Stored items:
:::

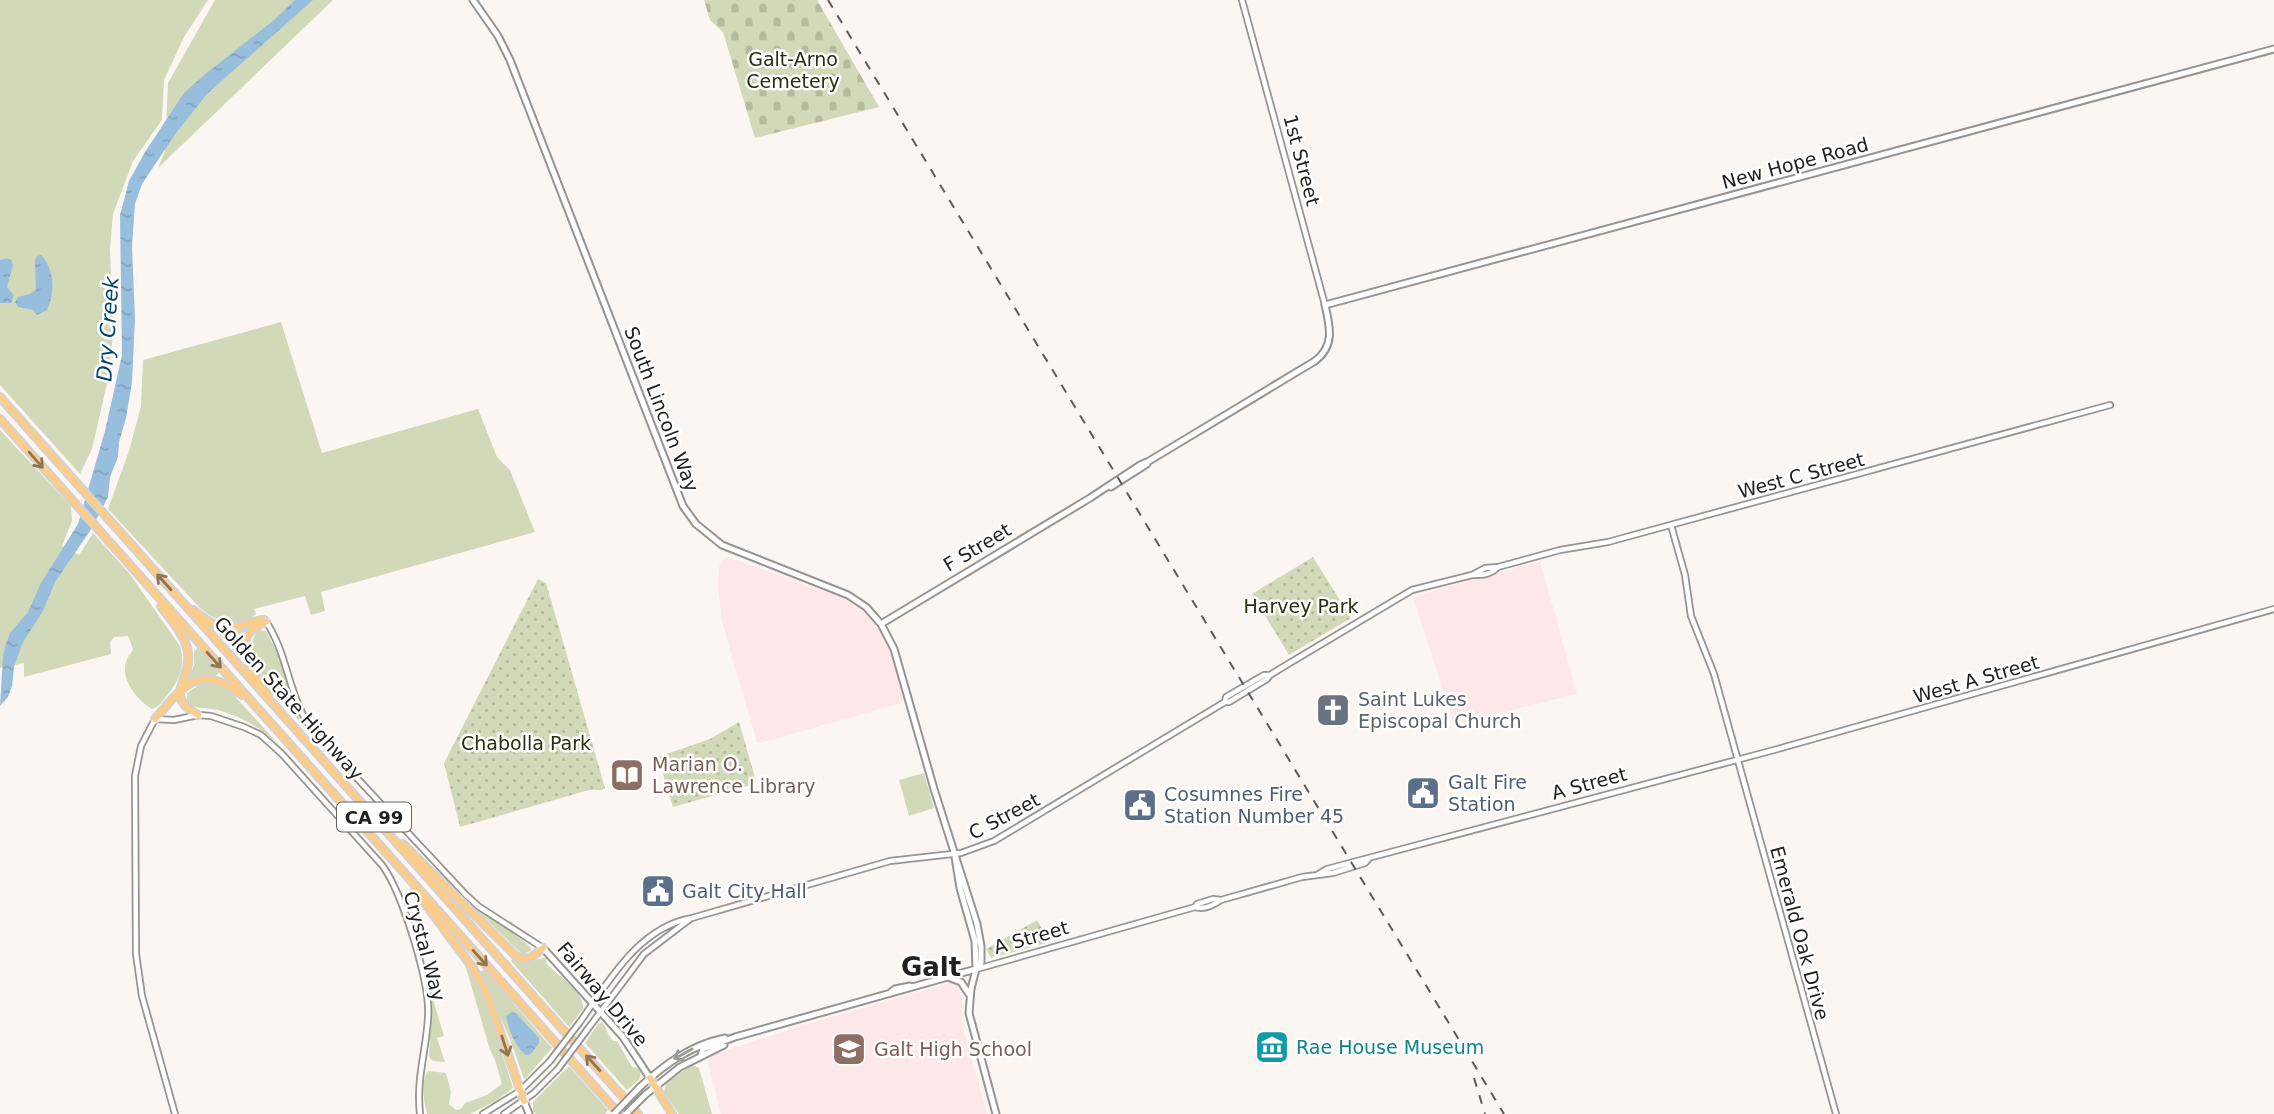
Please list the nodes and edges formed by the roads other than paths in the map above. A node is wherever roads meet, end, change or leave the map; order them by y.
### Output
1 (474, 0) edge
2 (1242, 0) edge
3 (2274, 49) edge
4 (1325, 305) junction
5 (1330, 328) joint
6 (0, 397) edge
7 (2110, 405) dead end
8 (0, 419) edge
9 (1671, 525) junction
10 (1498, 567) joint
11 (146, 584) junction
12 (181, 601) junction
13 (2274, 609) edge
14 (266, 621) junction
15 (881, 624) junction
16 (179, 690) junction
17 (254, 705) junction
18 (198, 715) junction
19 (283, 717) junction
20 (155, 719) junction
21 (1737, 759) junction
22 (373, 815) junction
23 (954, 854) junction
24 (395, 863) junction
25 (692, 918) junction
26 (543, 948) junction
27 (976, 969) junction
28 (948, 976) junction
29 (970, 995) junction
30 (593, 1003) junction
31 (600, 1011) junction
32 (735, 1037) junction
33 (650, 1078) junction
34 (655, 1086) junction
35 (520, 1091) junction
36 (524, 1101) junction
37 (176, 1114) edge
38 (421, 1114) edge
39 (483, 1114) edge
40 (503, 1114) edge
41 (529, 1114) edge
42 (616, 1114) edge
43 (626, 1114) edge
44 (638, 1114) edge
45 (672, 1114) edge
46 (996, 1114) edge
47 (1836, 1114) edge

1 - 15 main road, South Lincoln Way
2 - 4 street, 1st Street
3 - 4 main road, New Hope Road
4 - 5 main road, 1st Street
5 - 15 main road, F Street
12 -> 6 highway, Golden State Highway / CA 99
7 - 9 street, West C Street
8 -> 11 highway, Golden State Highway / CA 99
9 - 10 street, West C Street
9 - 21 street, Emerald Oak Drive
10 - 23 street, C Street
11 - 16 highway
11 -> 17 highway, Golden State Highway / CA 99
12 - 14 highway
12 - 19 highway, Golden State Highway / CA 99
13 - 21 street, West A Street
14 - 19 highway
14 - 26 street, Fairway Drive
15 - 23 main road, South Lincoln Way
16 - 17 highway
16 - 18 highway
16 - 20 highway
17 - 24 highway, Golden State Highway / CA 99
18 - 20 street, Crystal Way
18 - 38 street, Crystal Way
19 - 22 highway, Golden State Highway / CA 99
20 - 37 street
21 - 27 street, A Street
21 - 47 street, Emerald Oak Drive
22 - 26 highway
44 -> 22 highway, Golden State Highway / CA 99
23 - 25 street, C Street
23 - 27 main road, South Lincoln Way
24 -> 35 highway
24 -> 42 highway, Golden State Highway / CA 99
25 - 30 street, C Street
25 - 31 street, C Street
26 - 30 main road, Fairway Drive
27 - 28 main road, A Street
27 - 29 main road, South Lincoln Way
28 - 29 main road
28 - 32 main road, A Street
29 - 46 main road, South Lincoln Way
30 - 31 main road, Fairway Drive
30 - 35 street, C Street, bridge
31 - 33 main road, Fairway Drive
31 - 36 street, C Street, bridge
32 -> 33 main road, A Street
32 - 34 main road, A Street
33 - 34 highway
33 - 42 main road, A Street, bridge
34 - 43 main road, A Street, bridge
34 - 45 highway
35 - 36 highway
35 - 39 street, C Street
36 - 40 street, C Street
36 - 41 main road

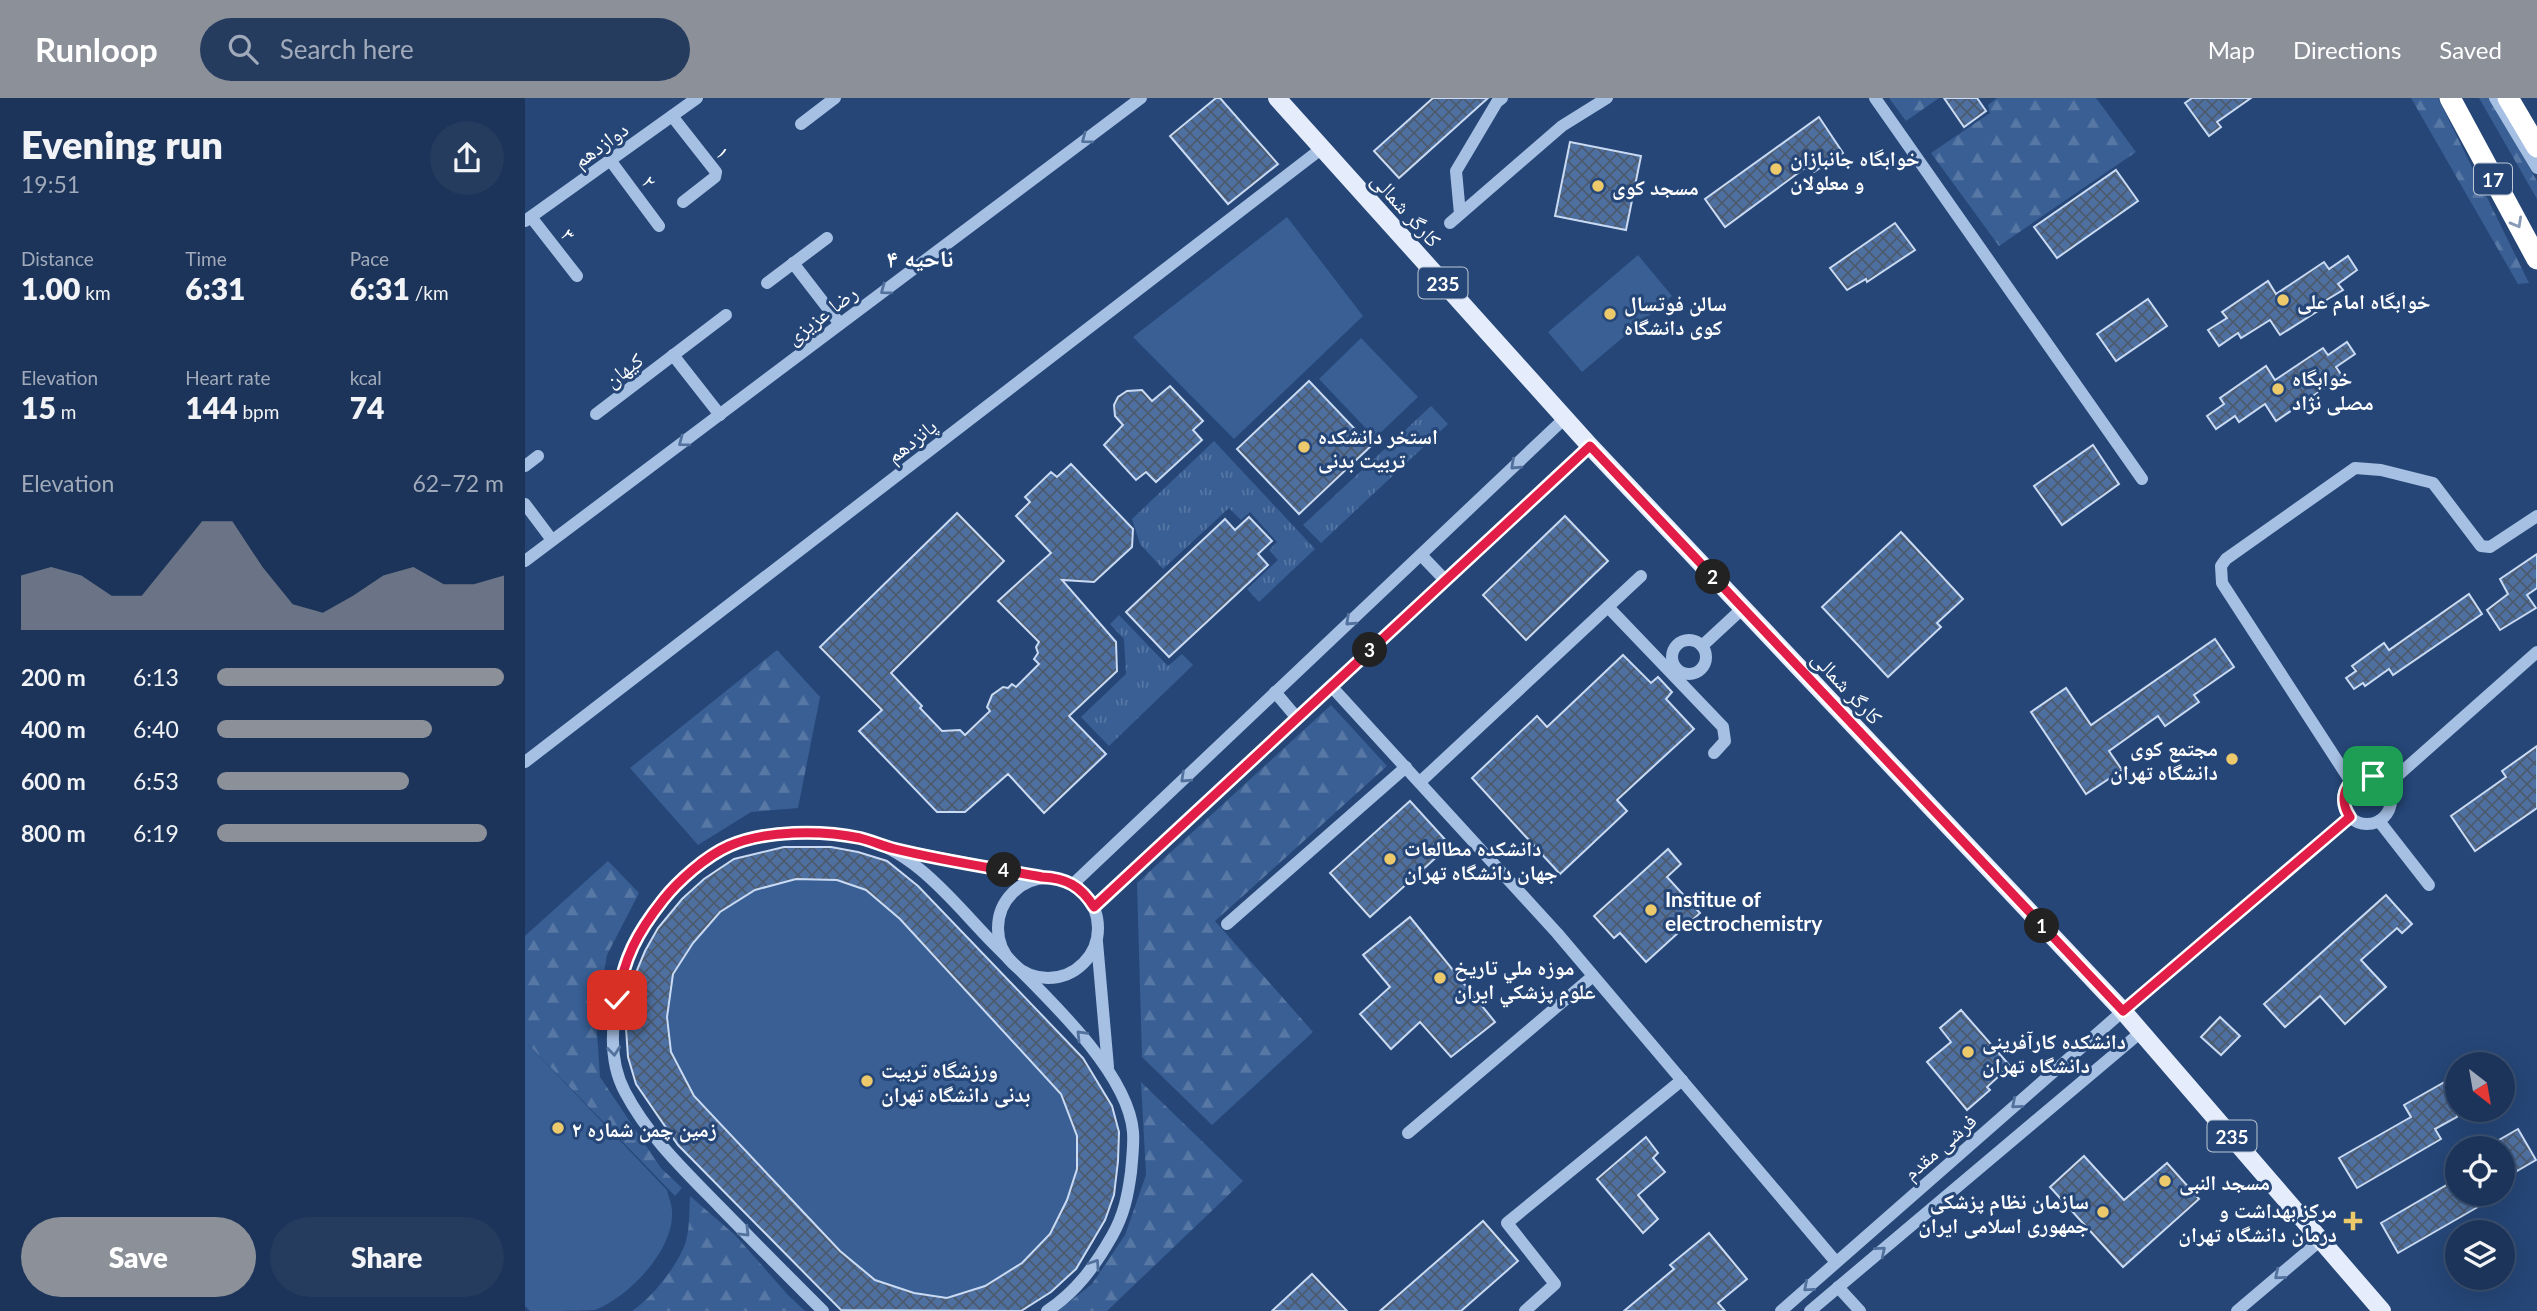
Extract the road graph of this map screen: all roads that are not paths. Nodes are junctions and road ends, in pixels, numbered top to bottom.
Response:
1 (697, 98) edge
2 (835, 98) edge
3 (1141, 98) edge
4 (1277, 98) edge
5 (1503, 98) edge
6 (1607, 98) edge
7 (1875, 98) edge
8 (2450, 98) edge
9 (2495, 98) edge
10 (2508, 98) edge
11 (672, 116) junction
12 (801, 124) dead end
13 (2537, 147) edge
14 (1321, 149) junction
15 (610, 160) junction
16 (2537, 168) edge
17 (683, 202) dead end
18 (1460, 214) junction
19 (528, 219) edge
20 (1450, 223) dead end
21 (659, 226) dead end
22 (827, 238) dead end
23 (2537, 260) edge
24 (793, 263) junction
25 (577, 276) dead end
26 (767, 283) dead end
27 (726, 315) dead end
28 (840, 324) junction
29 (673, 355) junction
30 (596, 414) dead end
31 (720, 415) junction
32 (1565, 418) junction
33 (1590, 446) junction
34 (538, 456) dead end
35 (525, 466) edge
36 (2142, 479) dead end
37 (525, 504) edge
38 (2537, 516) edge
39 (552, 540) junction
40 (1421, 555) junction
41 (525, 561) edge
42 (1641, 576) dead end
43 (1445, 580) junction
44 (1608, 607) junction
45 (1743, 608) junction
46 (1702, 646) junction
47 (2537, 652) edge
48 (1675, 671) junction
49 (1331, 686) junction
50 (1275, 692) junction
51 (1297, 718) junction
52 (1714, 753) dead end
53 (525, 762) edge
54 (1406, 767) junction
55 (1420, 782) junction
56 (2351, 782) junction
57 (2387, 785) junction
58 (2350, 817) junction
59 (2379, 821) junction
60 (893, 849) junction
61 (1042, 877) junction
62 (1073, 884) junction
63 (2429, 885) dead end
64 (1094, 907) junction
65 (1227, 924) dead end
66 (1097, 940) junction
67 (1014, 965) junction
68 (1594, 976) junction
69 (2123, 1011) junction
70 (2141, 1032) junction
71 (1108, 1070) junction
72 (1682, 1080) junction
73 (1408, 1133) dead end
74 (2322, 1240) junction
75 (1836, 1262) junction
76 (1838, 1287) junction
77 (823, 1311) edge
78 (1047, 1311) edge
79 (1525, 1311) edge
80 (1781, 1311) edge
81 (1810, 1311) edge
82 (1860, 1311) edge
83 (2237, 1311) edge
84 (2382, 1311) edge

1 - 11 street, دوازدهم
2 - 12 street
3 -> 28 street, رضا عزیزی
4 - 14 main road, کارگر شمالی / 235
5 - 18 street
6 - 18 street
7 - 36 street
8 -> 23 highway, 17
9 - 16 street
10 - 13 highway, 17
11 - 15 street, دوازدهم
11 - 17 street, ۱
14 - 32 main road, کارگر شمالی / 235
14 - 53 street, پانزدهم
15 - 19 street, دوازدهم
15 - 21 street, ۲
18 - 20 street
19 - 25 street, ۳
22 - 24 street
24 - 26 street
24 - 28 street
27 - 29 street, کیهان
28 - 31 street, رضا عزیزی
29 - 30 street, کیهان
29 - 31 street, کیهان
31 -> 39 street, رضا عزیزی
32 - 33 main road, کارگر شمالی / 235
32 -> 40 street
33 - 43 street
33 - 45 main road, کارگر شمالی / 235
34 - 35 street
37 - 39 street
38 - 56 street
39 - 41 street, رضا عزیزی
40 - 43 street
40 -> 50 street
42 - 44 street
43 - 49 street
44 - 48 street
44 - 55 street
45 - 46 street
45 - 69 main road, کارگر شمالی / 235
46 - 48 street
46 - 48 street
47 - 57 street
48 - 52 street
49 - 51 street
49 - 54 street
50 - 51 street
50 -> 62 street
51 - 64 street
54 - 55 street
54 - 65 street
55 - 68 street
56 - 57 street
56 - 58 street
57 - 59 street
58 - 59 street
58 - 69 street, فرشی مقدم
59 - 63 street
60 - 61 street
60 - 67 street
60 -> 77 street
61 - 62 street
61 - 67 street
62 - 64 street
64 - 66 street
66 - 67 street
66 - 71 street
71 -> 67 street
68 - 72 street
68 - 73 street
69 - 70 main road, کارگر شمالی / 235
69 -> 75 street, فرشی مقدم
70 - 74 main road, کارگر شمالی / 235
76 -> 70 street, فرشی مقدم
78 -> 71 street
72 - 75 street
72 - 79 street
74 -> 83 street
74 - 84 main road, کارگر شمالی / 235
75 -> 80 street, فرشی مقدم
76 - 81 street, فرشی مقدم
76 - 82 street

:::

#### Assignment:
Report all lines of the data that include the word "South".

#### Exercise solution:
1 - 15 main road, South Lincoln Way
15 - 23 main road, South Lincoln Way
23 - 27 main road, South Lincoln Way
27 - 29 main road, South Lincoln Way
29 - 46 main road, South Lincoln Way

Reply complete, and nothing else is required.